In this week's COT report we see an extreme in activity by Funds and Commercials in trading Russell 2k Futures. Experience has taught us that it is important to monitor not only the weekly changes, but we want to pay attention to both the 4wk delta, as well as net position of the participants.
We rank all of this activity, factoring in a weighting component, and score this on a 18 month and 5year basis. The relative positioning highlights extremes in position and activity - and both of these have a story to tell.
Please look at this week's report:
We can see that over the past four weeks, Funds have bought/covered over 99k contracts, while Commercials have been on the other side shorting (97)k contracts. This 4wk delta scores a 100% on both a 18m + 5yr basis - meaning on a relative basis, this is the most buying we've seen out of the funds over the last 5 years.
We've seen quite a bit of Media coverage of this Fund buying, with the perception being that it is bearish omen for equity prices - but is it?
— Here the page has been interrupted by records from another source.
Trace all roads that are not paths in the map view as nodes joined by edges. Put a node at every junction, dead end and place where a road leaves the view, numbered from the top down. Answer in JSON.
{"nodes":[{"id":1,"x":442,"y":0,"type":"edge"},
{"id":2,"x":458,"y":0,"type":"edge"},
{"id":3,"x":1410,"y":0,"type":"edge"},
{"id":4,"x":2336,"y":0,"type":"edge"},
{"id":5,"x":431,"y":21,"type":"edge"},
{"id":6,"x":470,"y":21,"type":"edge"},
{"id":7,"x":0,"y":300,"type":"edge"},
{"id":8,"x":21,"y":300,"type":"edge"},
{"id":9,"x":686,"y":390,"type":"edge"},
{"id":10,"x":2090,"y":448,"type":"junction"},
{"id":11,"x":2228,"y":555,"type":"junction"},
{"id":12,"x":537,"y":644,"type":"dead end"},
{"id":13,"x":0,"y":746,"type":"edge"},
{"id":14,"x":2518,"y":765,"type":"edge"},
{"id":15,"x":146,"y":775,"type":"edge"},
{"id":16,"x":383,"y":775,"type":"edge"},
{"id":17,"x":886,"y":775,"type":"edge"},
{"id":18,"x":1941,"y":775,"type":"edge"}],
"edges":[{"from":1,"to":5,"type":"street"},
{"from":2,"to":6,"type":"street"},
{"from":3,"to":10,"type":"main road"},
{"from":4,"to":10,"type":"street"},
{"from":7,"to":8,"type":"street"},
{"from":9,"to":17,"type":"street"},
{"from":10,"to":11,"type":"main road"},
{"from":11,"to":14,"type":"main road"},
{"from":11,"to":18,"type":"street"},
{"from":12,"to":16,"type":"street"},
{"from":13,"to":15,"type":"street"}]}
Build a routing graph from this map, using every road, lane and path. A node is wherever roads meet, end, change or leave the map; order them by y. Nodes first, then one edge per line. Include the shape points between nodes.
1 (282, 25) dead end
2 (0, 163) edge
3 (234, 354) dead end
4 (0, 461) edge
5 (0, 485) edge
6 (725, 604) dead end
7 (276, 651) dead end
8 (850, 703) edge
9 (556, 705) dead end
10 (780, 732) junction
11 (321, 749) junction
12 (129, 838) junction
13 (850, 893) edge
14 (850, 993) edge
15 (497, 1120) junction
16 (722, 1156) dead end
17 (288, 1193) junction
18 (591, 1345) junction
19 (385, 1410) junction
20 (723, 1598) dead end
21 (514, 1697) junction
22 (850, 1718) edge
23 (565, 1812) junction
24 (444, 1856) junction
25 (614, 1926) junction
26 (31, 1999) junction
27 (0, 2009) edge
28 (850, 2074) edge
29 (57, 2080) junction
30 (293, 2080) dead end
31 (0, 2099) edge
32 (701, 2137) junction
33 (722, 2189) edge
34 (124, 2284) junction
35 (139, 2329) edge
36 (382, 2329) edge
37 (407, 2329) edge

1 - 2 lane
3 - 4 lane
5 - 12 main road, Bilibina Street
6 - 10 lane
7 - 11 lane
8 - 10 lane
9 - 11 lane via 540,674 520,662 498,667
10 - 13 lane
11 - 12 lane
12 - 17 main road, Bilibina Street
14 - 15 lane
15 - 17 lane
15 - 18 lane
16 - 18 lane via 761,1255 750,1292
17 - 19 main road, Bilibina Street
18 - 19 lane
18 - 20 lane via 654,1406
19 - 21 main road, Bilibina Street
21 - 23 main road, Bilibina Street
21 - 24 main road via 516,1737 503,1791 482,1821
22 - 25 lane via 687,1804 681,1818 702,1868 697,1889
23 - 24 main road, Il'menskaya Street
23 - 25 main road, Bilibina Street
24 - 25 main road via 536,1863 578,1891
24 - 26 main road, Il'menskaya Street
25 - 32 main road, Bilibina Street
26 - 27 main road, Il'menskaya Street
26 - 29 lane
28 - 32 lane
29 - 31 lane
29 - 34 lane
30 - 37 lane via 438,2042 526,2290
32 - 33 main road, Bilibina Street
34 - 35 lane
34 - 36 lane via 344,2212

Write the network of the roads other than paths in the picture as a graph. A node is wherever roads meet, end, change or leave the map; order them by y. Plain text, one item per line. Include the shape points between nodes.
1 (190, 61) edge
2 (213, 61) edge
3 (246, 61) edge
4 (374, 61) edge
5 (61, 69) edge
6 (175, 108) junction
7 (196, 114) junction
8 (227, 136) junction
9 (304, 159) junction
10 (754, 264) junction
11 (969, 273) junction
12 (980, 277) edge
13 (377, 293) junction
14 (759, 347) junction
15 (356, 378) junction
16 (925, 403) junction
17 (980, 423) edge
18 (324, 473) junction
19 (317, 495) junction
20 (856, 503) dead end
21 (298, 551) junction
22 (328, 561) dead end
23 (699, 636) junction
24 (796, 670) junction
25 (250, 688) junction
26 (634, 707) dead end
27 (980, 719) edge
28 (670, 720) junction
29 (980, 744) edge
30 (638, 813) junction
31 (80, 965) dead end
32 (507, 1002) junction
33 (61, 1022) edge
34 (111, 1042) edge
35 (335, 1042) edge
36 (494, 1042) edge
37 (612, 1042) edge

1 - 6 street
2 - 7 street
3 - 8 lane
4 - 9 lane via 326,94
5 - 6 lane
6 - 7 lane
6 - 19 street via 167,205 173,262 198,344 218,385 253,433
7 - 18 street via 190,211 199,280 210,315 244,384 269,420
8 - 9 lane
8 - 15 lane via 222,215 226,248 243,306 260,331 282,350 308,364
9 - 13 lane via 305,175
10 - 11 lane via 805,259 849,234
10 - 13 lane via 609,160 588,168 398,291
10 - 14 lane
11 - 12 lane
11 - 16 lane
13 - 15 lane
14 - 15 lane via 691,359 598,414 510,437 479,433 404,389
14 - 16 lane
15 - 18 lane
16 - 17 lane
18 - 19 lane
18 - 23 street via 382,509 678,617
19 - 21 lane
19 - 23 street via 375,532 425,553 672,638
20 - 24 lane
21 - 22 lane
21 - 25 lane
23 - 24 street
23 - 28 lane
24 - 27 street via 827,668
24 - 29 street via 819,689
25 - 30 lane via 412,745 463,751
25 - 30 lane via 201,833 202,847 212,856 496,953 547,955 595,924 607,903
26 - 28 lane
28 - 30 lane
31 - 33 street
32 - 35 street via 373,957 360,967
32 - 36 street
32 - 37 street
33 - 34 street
Going back to 2006, 2,999 trading periods, the Russell has exhibited a clear upward bias. Measuring the average move higher and lower from each close, shows us that over a 20Trading day interval, the average move up is 34.75 and down was (36.25) - So effectively 1-1 odds.
As a handful of outliers can skew average, we look at at the 80th + 70th percentile movements. We want to know how far prices advance/decline 70+80% of the time. The 80th percentile is 13 up by (7.60) down, and the 70th percentile is 18up by (12.25) down. So across the 70th/80th percentile, odds are about 3-2 in favor of bulls over the last 11 years.
Now Please see here:
This is Alchymist's query table - Here we are querying all records where Net Fund 4wk delta scored 90% or higher, as is evidenced this week. Look at the Average movement over 20 Trading periods now - 38.50 by (19.70).
Meanwhile, the percentile moves are 80th = 21.20 by (5.30) and 70th = 28.80 by (8.80).
So, our average odds have moved from 1-1 to now 2-1 given this fund activity. And the 80th/70th percentile odds have improved from 3-2, to now 4-1 / 3-1 respectively!
This is showing a significant statistical edge to Bulls given this condition.
Lastly, please revert back to the first table, and look at the Net Fund 18m score (column is highlighted in blue) We can see here that even after this massive buying spree, Fund position is neutral, with a 18month score of 51%.
Conclusion
1) Extreme Fund buying in Russel Futures has proven to be a extremely bullish setup historically.
2) Fund position is currently neutral on a relative/weighted basis - This means that funds can continue to pile on many more longs here throughout the end of the year, before their net position reaches an extreme.
3) Remember what time of year we are in - Small caps have exhibited tremendous performance in Q4 going back to 2001.
4) If traders are shorting right here, they are 3-1 underdogs over the next month by every measure. In order to make the odds work to make a bet, you need a payoff of 4-1 or better. Luckily for shorts, the same people buying stocks here are also smashing VIX, allowing us to speculate in options for very little nominal cost.
Currently you can buy a Dec 1450 by 1400 put spread for a net debit of only $8 - Payoff would be $42 if bears are right, so this is a 5-1 payoff.
To further improve odds, close out this spread on a daily close above 1,520 - This would be confirmation bulls are in control as we hit new highs (again).